▸ **Task to carry out**: In the entries below, count the lines that include the word "Timoteo" and reply with the number alone.

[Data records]
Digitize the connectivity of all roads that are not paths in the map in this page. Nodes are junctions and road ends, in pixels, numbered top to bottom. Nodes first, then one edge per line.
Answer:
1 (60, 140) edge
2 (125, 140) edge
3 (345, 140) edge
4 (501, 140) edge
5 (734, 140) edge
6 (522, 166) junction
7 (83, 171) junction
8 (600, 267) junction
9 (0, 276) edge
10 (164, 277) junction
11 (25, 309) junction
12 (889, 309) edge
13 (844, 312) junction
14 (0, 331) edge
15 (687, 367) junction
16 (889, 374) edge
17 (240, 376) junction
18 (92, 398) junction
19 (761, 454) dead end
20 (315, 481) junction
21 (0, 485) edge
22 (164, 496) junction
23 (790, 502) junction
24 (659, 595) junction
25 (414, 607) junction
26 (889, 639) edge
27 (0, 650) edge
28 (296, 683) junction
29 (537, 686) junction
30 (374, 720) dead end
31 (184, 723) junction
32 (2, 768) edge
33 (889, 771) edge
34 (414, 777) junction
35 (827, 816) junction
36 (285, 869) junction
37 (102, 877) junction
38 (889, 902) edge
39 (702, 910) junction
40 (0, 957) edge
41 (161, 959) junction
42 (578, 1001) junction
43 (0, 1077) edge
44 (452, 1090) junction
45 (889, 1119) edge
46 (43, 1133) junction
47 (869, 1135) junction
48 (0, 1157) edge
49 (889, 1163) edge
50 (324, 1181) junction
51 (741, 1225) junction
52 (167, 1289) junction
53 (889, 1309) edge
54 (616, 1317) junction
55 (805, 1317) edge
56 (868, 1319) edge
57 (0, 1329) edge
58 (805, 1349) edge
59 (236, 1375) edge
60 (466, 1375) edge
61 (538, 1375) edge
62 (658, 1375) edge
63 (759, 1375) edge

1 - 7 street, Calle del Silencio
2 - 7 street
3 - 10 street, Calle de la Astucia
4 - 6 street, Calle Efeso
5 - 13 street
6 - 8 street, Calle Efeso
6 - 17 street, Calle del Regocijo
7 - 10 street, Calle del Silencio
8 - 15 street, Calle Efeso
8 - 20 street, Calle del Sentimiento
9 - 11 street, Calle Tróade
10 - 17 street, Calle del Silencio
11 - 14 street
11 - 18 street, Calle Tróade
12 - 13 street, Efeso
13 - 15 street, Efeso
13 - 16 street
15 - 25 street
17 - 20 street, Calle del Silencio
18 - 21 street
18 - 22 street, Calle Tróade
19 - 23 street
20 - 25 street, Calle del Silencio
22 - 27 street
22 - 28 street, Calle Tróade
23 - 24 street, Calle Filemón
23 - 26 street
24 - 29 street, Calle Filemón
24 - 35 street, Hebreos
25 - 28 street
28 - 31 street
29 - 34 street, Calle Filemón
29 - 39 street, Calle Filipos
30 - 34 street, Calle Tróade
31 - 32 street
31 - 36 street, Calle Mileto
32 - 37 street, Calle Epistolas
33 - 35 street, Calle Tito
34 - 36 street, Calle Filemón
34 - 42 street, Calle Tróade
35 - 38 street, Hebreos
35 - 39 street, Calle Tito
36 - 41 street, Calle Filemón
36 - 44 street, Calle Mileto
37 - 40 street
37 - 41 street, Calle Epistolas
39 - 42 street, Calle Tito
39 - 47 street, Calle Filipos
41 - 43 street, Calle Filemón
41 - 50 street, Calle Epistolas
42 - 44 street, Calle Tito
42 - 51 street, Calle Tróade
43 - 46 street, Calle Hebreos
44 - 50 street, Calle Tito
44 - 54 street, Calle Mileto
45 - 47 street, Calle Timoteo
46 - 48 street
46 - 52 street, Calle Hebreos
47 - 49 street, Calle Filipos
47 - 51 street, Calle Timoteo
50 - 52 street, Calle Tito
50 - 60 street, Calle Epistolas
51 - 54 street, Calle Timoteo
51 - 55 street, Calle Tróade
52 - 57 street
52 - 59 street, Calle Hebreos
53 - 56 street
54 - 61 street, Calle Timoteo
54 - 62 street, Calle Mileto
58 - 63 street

▸ **Your response**: 4